But then to Mayfair clubs which, to me, have always slightly lacked the appeal of their compatriots in St.James’s and Soho – a bit (!) too flashy, packed with dull hedgies and overpriced, overthought food. Not my thing at all.

But I may be changing my mind following a visit to the restaurant, now open to the great unwashed, at The Twenty Two Mayfair, a new(ish) club nestled on the north-western corner of Grosvenor Square.

First up, the restaurant itself: it’s a very, very elegant space. Think fewer waiters in floral waistcoats and “monumental” art (you know where I mean…) and more elegant Georgian rooms with on-point painted, panelled walls. Decent but unobtrusive paintings. Large tables spread far enough apart that you don’t get a floating commentary on the state of the markets from the table next door. And a nice looking, stylishly dressed crowd – moneyed to be sure, but more relaxed and confident crowd.

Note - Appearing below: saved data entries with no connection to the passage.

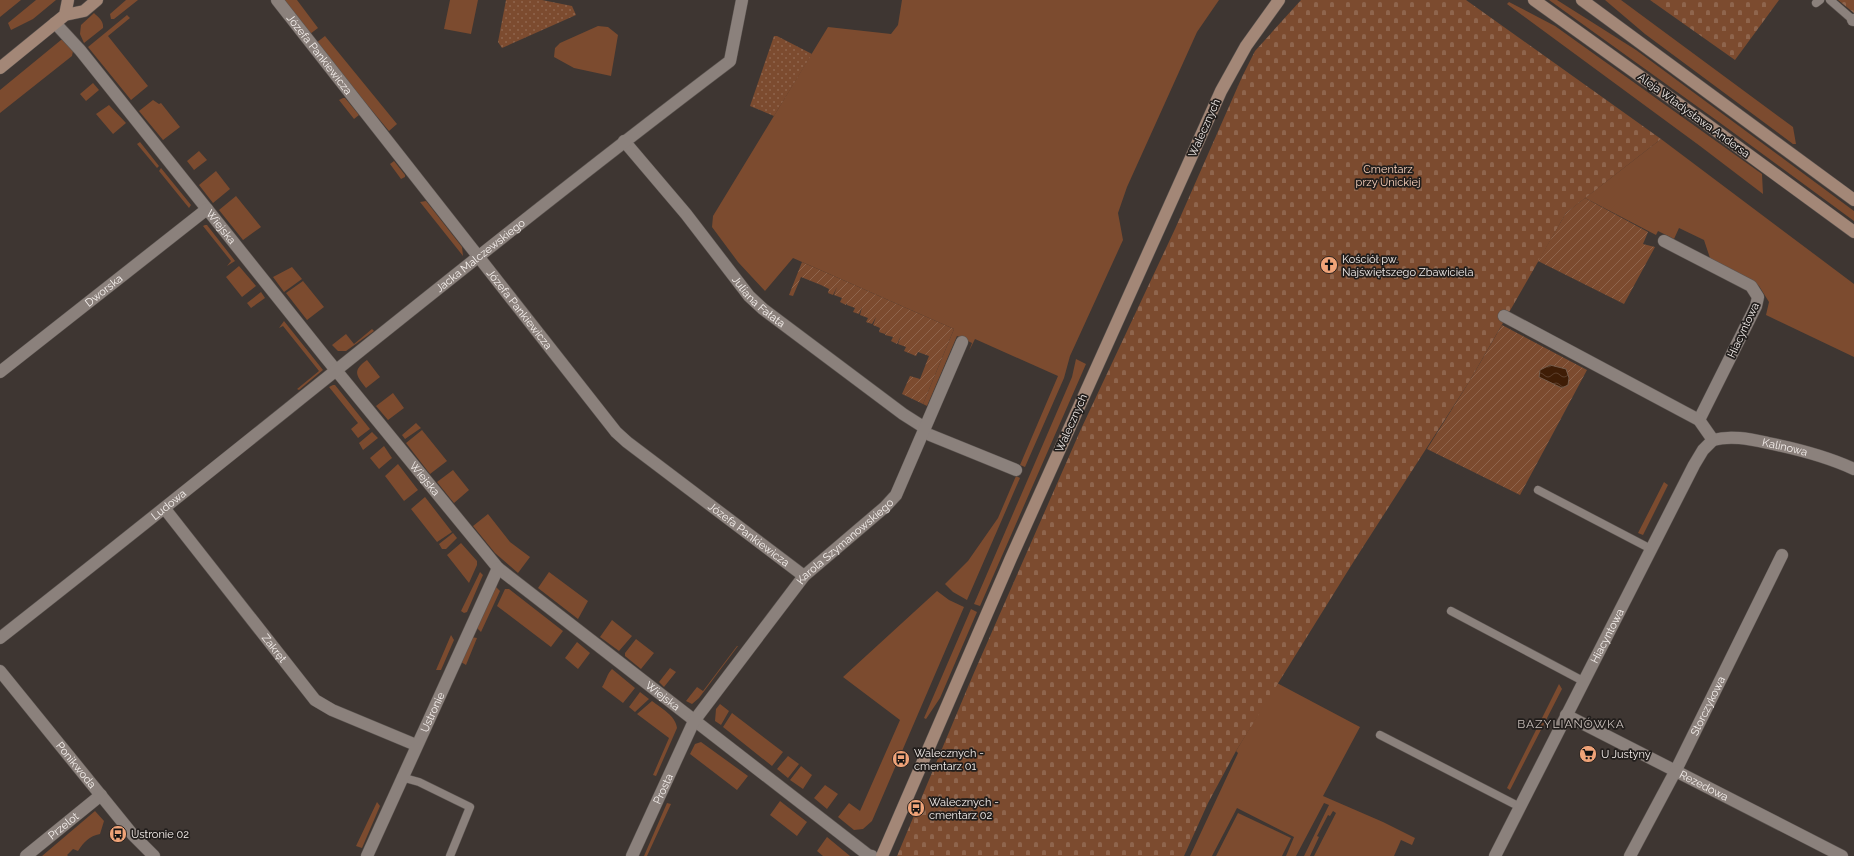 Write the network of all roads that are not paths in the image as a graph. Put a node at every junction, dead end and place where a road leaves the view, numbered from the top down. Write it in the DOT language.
graph roads {
  1 [pos="68,0"];
  2 [pos="97,0"];
  3 [pos="277,0"];
  4 [pos="742,0"];
  5 [pos="1279,0"];
  6 [pos="1534,0"];
  7 [pos="1582,0"];
  8 [pos="1830,0"];
  9 [pos="64,15"];
  10 [pos="1854,20"];
  11 [pos="55,23"];
  12 [pos="0,68"];
  13 [pos="624,141"];
  14 [pos="1854,200"];
  15 [pos="207,209"];
  16 [pos="1854,232"];
  17 [pos="1664,241"];
  18 [pos="478,256"];
  19 [pos="1504,316"];
  20 [pos="962,342"];
  21 [pos="337,370"];
  22 [pos="0,372"];
  23 [pos="1699,420"];
  24 [pos="927,432"];
  25 [pos="1713,440"];
  26 [pos="1854,469"];
  27 [pos="1016,470"];
  28 [pos="1538,490"];
  29 [pos="165,509"];
  30 [pos="1651,548"];
  31 [pos="1782,555"];
  32 [pos="498,568"];
  33 [pos="804,576"];
  34 [pos="1451,611"];
  35 [pos="0,638"];
  36 [pos="0,672"];
  37 [pos="1583,681"];
  38 [pos="1566,715"];
  39 [pos="694,721"];
  40 [pos="1380,735"];
  41 [pos="416,745"];
  42 [pos="1676,770"];
  43 [pos="402,777"];
  44 [pos="101,795"];
  45 [pos="1520,807"];
  46 [pos="26,856"];
  47 [pos="154,856"];
  48 [pos="366,856"];
  49 [pos="450,856"];
  50 [pos="632,856"];
  51 [pos="872,856"];
  52 [pos="882,856"];
  53 [pos="1495,856"];
  54 [pos="1630,856"];
  55 [pos="1842,856"];
  1 -- 9 [label="street"];
  2 -- 9 [label="street"];
  3 -- 18 [label="street, Józefa Pankiewicza"];
  4 -- 13 [label="street, Jacka Malczewskiego"];
  5 -- 52 [label="street, Walecznych"];
  6 -- 16 [label="street, Aleja Władysława Andersa"];
  7 -- 14 [label="street"];
  8 -- 10 [label="lane"];
  9 -- 11 [label="street"];
  11 -- 12 [label="street"];
  11 -- 15 [label="street, Wiejska"];
  13 -- 18 [label="street, Jacka Malczewskiego"];
  13 -- 24 [label="street, Juliana Fałata"];
  15 -- 21 [label="street, Wiejska"];
  15 -- 22 [label="street, Dworska"];
  17 -- 23 [label="street, Hiacyntowa"];
  18 -- 21 [label="street, Jacka Malczewskiego"];
  18 -- 33 [label="street, Józefa Pankiewicza"];
  19 -- 23 [label="street"];
  20 -- 24 [label="street, Karola Szymanowskiego"];
  21 -- 29 [label="street, Ludowa"];
  21 -- 32 [label="street, Wiejska"];
  23 -- 25 [label="street"];
  24 -- 27 [label="street, Juliana Fałata"];
  24 -- 33 [label="street, Karola Szymanowskiego"];
  25 -- 26 [label="street, Kalinowa"];
  25 -- 30 [label="street, Hiacyntowa"];
  28 -- 30 [label="lane"];
  29 -- 35 [label="street, Ludowa"];
  29 -- 41 [label="street, Zakręt"];
  30 -- 37 [label="street, Hiacyntowa"];
  31 -- 42 [label="street, Storczykowa"];
  32 -- 39 [label="street, Wiejska"];
  32 -- 41 [label="street, Ustronie"];
  33 -- 39 [label="street, Karola Szymanowskiego"];
  34 -- 37 [label="lane"];
  36 -- 44 [label="street, Ponikwoda"];
  37 -- 38 [label="street, Hiacyntowa"];
  38 -- 42 [label="street, Rezedowa"];
  38 -- 45 [label="street, Hiacyntowa"];
  39 -- 50 [label="street, Prosta"];
  39 -- 51 [label="street, Wiejska"];
  40 -- 45 [label="lane"];
  41 -- 43 [label="street, Ustronie"];
  42 -- 54 [label="street, Storczykowa"];
  42 -- 55 [label="street, Rezedowa"];
  43 -- 48 [label="street, Ustronie"];
  43 -- 49 [label="lane"];
  44 -- 46 [label="street, Przelot"];
  44 -- 47 [label="street, Ponikwoda"];
  45 -- 53 [label="street, Hiacyntowa"];
} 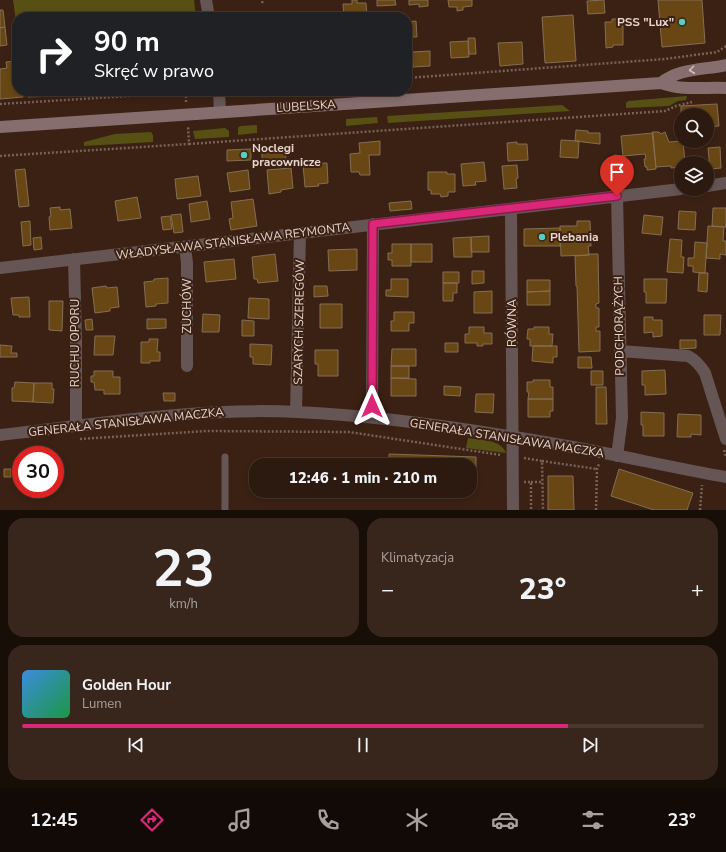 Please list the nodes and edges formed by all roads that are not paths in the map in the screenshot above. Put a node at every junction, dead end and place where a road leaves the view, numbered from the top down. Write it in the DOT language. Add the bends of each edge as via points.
graph roads {
  1 [pos="206,0"];
  2 [pos="208,12"];
  3 [pos="726,65"];
  4 [pos="661,82"];
  5 [pos="726,88"];
  6 [pos="219,96"];
  7 [pos="220,112"];
  8 [pos="0,127"];
  9 [pos="726,183"];
  10 [pos="714,185"];
  11 [pos="674,190"];
  12 [pos="617,196"];
  13 [pos="511,209"];
  14 [pos="373,224"];
  15 [pos="300,233"];
  16 [pos="185,247"];
  17 [pos="74,259"];
  18 [pos="0,268"];
  19 [pos="620,351"];
  20 [pos="187,366"];
  21 [pos="296,412"];
  22 [pos="372,417"];
  23 [pos="76,426"];
  24 [pos="0,435"];
  25 [pos="512,437"];
  26 [pos="725,444"];
  27 [pos="617,456"];
  28 [pos="225,457"];
  29 [pos="726,477"];
  30 [pos="225,510"];
  31 [pos="513,510"];
  1 -- 2 [label="street"];
  3 -- 4 [label="street, LUBELSKA, one-way" via="678,73"];
  4 -- 5 [label="street, LUBELSKA" via="680,87"];
  4 -- 7 [label="street, LUBELSKA"];
  6 -- 7 [label="street"];
  7 -- 8 [label="street, LUBELSKA"];
  9 -- 10 [label="street"];
  11 -- 12 [label="street, WŁADYSŁAWA STANISŁAWA REYMONTA"];
  12 -- 13 [label="street, WŁADYSŁAWA STANISŁAWA REYMONTA"];
  12 -- 19 [label="street, PODCHORĄŻYCH"];
  13 -- 14 [label="street, WŁADYSŁAWA STANISŁAWA REYMONTA"];
  13 -- 25 [label="street, RÓWNA"];
  14 -- 15 [label="street, WŁADYSŁAWA STANISŁAWA REYMONTA"];
  14 -- 22 [label="street"];
  15 -- 16 [label="street, WŁADYSŁAWA STANISŁAWA REYMONTA"];
  15 -- 21 [label="street, SZARYCH SZEREGÓW"];
  16 -- 17 [label="street, WŁADYSŁAWA STANISŁAWA REYMONTA"];
  16 -- 20 [label="street, ZUCHÓW"];
  17 -- 18 [label="street, WŁADYSŁAWA STANISŁAWA REYMONTA"];
  17 -- 23 [label="street, RUCHU OPORU"];
  19 -- 26 [label="street" via="688,356 694,359 704,372"];
  19 -- 27 [label="street, PODCHORĄŻYCH" via="622,418"];
  21 -- 22 [label="street, GENERAŁA STANISŁAWA MACZKA"];
  21 -- 23 [label="street, GENERAŁA STANISŁAWA MACZKA" via="188,414"];
  22 -- 25 [label="street, GENERAŁA STANISŁAWA MACZKA"];
  23 -- 24 [label="street, GENERAŁA STANISŁAWA MACZKA"];
  25 -- 27 [label="street, GENERAŁA STANISŁAWA MACZKA"];
  25 -- 31 [label="street, RÓWNA"];
  27 -- 29 [label="street, GENERAŁA STANISŁAWA MACZKA"];
  28 -- 30 [label="lane"];
}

The menu also impresses – almost as much by what it does not do as what it does do. If you are going to go out for new and edgy food, you do not, to be blunt, head for a club let alone a Mayfair one. But too often they do in a fruitless search for relevance while forgetting that people don’t want edgy food most of the time. Hence the delight here of seeing a sort of greatest hits menu: Devonshire crab, avocado, samphire or Wild mushrooms, toasted brioche, aged parmesan to start; then Cornish Dover sole meunière, capers, parsley or Grilled grass-fed British lamb chops, aubergine, thyme.

When did you last see lamb cutlets on a menu (other than at Tayubs or Lahore)? They even have some serious sharing specials with three large dishes to share: Grilled sea bass, tomato, crispy potatoes, Truffle roast chicken and Grass-fed beef Wellington, mashed potato, roasted carrots. This is the food that you actually want to eat every day, provided the dishes are well executed, and here the food we tried was genuinely perfect.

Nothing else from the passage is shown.